His silence said enough.
I walked closer. “Who’s Paige?”
His head turned sharply, like the name hit him in a place I hadn’t meant to touch.
“Don’t.”
“I’m not backing off just because you can’t handle the truth.”
“Don’t say her name,” he said again, quieter now.
“Why? Is she dead?”
The glass in his hand cracked. His knuckles went white.
And then, very calmly, he said, “Get out.”
“No.”
“You don’t want this version of me, Emma.”
“Then give me another.”
His hand trembled. The glass slipped and shattered across the floor.
He didn’t react.
Just stared at the pieces like he couldn’t remember putting them together in the first place.
“I thought I was protecting you,” he said softly.
“By shutting me out?”
“By keeping your name off their list.”
My throat tightened. “Whose list?”
“You don’t want to know.”
“You keep saying that. But I do want to know, Jace. I want to know everything. You don’t get to pull me into this and then push me away when it gets messy.”
He turned then. Eyes burning. “Everything gets messy around me.”
I took a breath. “Then maybe I deserve the right to choose if I want to stay.”
The air between us crackled. Not with heat. With something worse.
Truth.
Jace stepped forward. His hands hovered like he didn’t know whether to touch me or destroy the space between us.
“You deserve someone safe,” he said.
And just like that, the distance shattered.
Because I said the one thing I hadn’t let myself say until now.
“I don’t want safe,” I whispered. “I want real.”
For a second, he looked like he might kiss me again.
But then he dropped his hands.
And walked away.
Again.
I ran after him.
But I didn’t find Jace.
I found Elias.
He was standing at the bottom of the stairs like some perfectly timed coincidence, clean shirt, clean hands, the soft boy from my childhood who used to bandage my scraped knees and ask if monsters were real just so I’d say no and make him feel brave.
“Emma?”
I blinked. “Elias?”
He smiled. Not a smirk. Not a mask. Just… warm.
“Didn’t think you’d remember me.”
“I didn’t think I’d see you.”
“I transferred in this week. Thought I saw you yesterday but—” He trailed off, studying my face. “You okay?”
I didn’t answer.
He touched my arm gently. “Still wearing the same perfume.”
I tried to laugh. It came out broken.
“Come on,” he said. “You look like you need air.”
And maybe I did.
Because when he walked me toward the quad, I let him.
Because maybe he was everything Jace wasn’t. Safe. Steady. Soft.

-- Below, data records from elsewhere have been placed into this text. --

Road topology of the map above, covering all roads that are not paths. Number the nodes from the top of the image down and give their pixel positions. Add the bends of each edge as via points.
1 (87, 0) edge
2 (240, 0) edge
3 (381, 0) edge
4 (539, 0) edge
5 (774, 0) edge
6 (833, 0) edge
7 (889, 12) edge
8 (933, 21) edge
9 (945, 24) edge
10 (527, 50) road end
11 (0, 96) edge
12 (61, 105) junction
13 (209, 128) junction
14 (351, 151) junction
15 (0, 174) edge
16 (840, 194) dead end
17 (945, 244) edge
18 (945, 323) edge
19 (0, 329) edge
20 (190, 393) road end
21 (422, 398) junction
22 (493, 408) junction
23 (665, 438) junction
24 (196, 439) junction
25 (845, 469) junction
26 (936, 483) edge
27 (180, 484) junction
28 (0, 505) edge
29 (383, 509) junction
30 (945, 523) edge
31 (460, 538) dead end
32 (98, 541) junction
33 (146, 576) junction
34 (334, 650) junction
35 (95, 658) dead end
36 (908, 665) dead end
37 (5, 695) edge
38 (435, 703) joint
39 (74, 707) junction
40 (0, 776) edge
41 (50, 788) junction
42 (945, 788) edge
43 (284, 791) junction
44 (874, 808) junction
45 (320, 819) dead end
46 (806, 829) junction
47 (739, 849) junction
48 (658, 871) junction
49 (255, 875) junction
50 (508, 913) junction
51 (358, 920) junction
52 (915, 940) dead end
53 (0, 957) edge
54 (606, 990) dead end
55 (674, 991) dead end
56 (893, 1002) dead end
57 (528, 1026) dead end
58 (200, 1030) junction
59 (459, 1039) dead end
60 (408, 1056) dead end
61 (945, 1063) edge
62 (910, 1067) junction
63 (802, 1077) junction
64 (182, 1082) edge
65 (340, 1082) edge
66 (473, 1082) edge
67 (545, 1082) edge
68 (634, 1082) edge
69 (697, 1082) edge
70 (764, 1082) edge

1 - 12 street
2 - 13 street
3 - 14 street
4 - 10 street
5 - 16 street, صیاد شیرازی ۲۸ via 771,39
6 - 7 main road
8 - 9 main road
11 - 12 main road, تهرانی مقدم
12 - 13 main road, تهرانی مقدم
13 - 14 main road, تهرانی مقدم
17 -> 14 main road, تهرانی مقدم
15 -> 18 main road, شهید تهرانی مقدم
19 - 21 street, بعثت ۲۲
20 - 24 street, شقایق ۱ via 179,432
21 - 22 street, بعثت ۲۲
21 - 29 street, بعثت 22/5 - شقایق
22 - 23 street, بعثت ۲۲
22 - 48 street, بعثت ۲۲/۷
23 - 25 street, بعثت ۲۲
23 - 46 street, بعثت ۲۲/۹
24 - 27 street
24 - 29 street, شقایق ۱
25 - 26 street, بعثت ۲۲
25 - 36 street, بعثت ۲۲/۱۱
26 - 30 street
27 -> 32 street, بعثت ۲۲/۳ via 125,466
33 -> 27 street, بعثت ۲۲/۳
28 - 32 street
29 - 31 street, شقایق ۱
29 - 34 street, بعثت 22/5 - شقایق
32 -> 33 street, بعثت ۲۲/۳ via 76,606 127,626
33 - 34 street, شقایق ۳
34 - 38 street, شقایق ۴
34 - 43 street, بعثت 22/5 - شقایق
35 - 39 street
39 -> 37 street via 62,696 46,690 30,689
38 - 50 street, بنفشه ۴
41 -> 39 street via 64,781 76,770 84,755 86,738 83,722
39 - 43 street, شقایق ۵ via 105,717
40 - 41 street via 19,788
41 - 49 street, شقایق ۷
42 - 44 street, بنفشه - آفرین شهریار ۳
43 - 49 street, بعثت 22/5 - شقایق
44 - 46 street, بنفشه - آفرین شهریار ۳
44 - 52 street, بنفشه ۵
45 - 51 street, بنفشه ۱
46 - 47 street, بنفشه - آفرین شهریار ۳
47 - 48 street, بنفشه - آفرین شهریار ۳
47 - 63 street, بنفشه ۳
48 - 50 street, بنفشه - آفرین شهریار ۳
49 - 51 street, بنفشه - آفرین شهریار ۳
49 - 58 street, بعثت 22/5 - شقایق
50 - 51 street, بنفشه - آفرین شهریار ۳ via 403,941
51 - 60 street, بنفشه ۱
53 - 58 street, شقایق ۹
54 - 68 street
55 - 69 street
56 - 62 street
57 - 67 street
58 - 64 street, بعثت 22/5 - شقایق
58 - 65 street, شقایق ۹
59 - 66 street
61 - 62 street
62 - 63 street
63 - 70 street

But when Elias offered to walk me back to my dorm, I said no.
Because the boy who’d broken me open wasn’t Elias.
It was Jace.
When I got back to my room, I locked the door. Turned on every light.
Everything looked untouched.
Until I saw the bed.
A shirt lay folded at the edge.
Jace’s shirt.
The one he wore the night he disappeared.
Blood stained the sleeve. Dried, but thick enough to turn the fabric stiff. No note. No message.
Just a name.
Written in black marker inside the collar.
Paige.
Not mine.
Not his.
Hers.
And I had no idea who she was.
But I was starting to understand something far worse.
Whoever Paige was… she burned Jace Kingston down long before I ever lit the match.